Contesting the Postwar City opens with an evocation of Labor Day in Milwaukee in 1951. To celebrate the holiday, business leaders organized a parade along Wisconsin Avenue, taking the opportunity to advertise the rebuilding of the city's downtown—a "modernization program" that featured ripping up the streetcar tracks and refurbishing the roads, which had been funded by a controversial $2 million bond issue. For the city's department store executives and civic leaders, the virtues of the rebuilding program were self-evident. The city center would become, as one pointed out, a "magnet" for people across the region, a shopping center and hub of commercial life. Yet the streetcars, Fure-Slocum points out, had their own history in Milwaukee, having been the site of working-class protest culminating in a victorious 1934 strike by streetcar employees for union recognition. The question of who could access downtown had also been the subject of struggle—in 1947, local business groups had sponsored an ordinance, opposed by the Milwaukee CIO Council, to prohibit parades of more than two hundred people during business hours. In the end, the business-organized 1951 Labor Day parade demonstrated the rise of a new vision of city life, one that was focused on commerce rather than democratic or working-class political power. "With unintended but glaring irony," Fure-Slocum writes, "Labor Day at the beginning of the 1950s foreshadowed the neoliberal city" (9).

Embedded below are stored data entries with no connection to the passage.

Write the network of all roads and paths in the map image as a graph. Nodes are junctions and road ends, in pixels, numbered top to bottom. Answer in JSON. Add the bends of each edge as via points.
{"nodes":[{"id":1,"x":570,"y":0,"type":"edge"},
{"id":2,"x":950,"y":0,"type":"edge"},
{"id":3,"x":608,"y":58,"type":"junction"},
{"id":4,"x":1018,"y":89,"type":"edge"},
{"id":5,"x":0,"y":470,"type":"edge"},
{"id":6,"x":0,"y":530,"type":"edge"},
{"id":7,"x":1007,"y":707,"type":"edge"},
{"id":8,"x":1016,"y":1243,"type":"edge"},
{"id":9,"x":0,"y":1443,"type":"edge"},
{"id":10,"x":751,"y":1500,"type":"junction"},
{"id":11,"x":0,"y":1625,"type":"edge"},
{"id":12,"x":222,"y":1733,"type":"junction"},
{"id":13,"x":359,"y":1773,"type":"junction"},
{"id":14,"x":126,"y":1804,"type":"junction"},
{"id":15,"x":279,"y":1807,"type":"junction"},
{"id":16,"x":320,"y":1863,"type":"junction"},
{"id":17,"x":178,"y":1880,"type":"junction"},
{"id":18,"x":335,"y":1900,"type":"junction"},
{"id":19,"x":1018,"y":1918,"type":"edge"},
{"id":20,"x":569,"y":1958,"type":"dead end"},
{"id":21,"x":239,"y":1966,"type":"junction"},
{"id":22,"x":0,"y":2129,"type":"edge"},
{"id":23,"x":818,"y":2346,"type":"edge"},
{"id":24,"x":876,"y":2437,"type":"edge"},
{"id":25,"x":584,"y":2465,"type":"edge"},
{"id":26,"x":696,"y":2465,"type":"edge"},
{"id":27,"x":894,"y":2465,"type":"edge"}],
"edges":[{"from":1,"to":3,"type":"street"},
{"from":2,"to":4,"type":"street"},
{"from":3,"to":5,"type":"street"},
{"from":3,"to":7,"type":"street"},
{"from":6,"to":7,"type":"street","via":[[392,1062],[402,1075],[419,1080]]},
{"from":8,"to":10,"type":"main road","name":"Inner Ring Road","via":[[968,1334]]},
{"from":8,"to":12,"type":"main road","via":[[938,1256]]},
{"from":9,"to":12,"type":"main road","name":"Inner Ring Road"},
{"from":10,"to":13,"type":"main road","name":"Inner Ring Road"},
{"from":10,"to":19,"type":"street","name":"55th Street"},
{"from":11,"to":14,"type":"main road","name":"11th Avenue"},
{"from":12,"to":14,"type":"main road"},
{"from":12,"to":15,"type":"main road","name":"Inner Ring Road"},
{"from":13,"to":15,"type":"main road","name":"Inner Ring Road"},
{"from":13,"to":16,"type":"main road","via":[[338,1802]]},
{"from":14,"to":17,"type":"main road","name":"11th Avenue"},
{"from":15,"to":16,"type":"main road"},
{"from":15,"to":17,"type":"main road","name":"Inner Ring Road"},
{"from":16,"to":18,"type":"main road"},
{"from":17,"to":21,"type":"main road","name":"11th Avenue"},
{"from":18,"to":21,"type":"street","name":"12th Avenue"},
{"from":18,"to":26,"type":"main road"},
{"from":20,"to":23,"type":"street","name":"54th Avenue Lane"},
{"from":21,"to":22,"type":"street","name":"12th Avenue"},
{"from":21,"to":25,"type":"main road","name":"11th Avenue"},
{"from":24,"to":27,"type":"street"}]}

Fure-Slocum covers contests over Milwaukee's future in a number of different arenas, including chapters on public housing, the city's efforts to regulate working-class gambling (especially bingo), and the role of the CIO in the city's politics and culture. The book is filled with fascinating, little-known episodes that limn the conflict between the view of city life propounded by the city's labor unions and working-class residents and that offered by the commercial elite. Fure-Slocum (echoing Joshua Freeman's classic [End Page 102] Working-Class New York) makes clear that for the industrial unions, labor politics never stopped at the factory door; a city in which working-class people could exercise clear, visible political power was integrally connected to contests at the contest. Especially impressive are the chapters on public housing, which contrast the expansive vision of the city's unionists—who advocated building housing that would be available to working-class residents more generally, as a bulwark against economic insecurity—with those of people such as Senator Joseph McCarthy, who argued strenuously for limiting public housing to the very poor (295–96).
But perhaps the most important and original chapter in the book concerns the intense battle over the 1947 bond referendum that raised the money to redevelop downtown. Fure-Slocum makes it clear that the measure, which passed only narrowly, was fiercely resisted by working-class leaders (including the city's Socialist mayor, Frank Zeidler...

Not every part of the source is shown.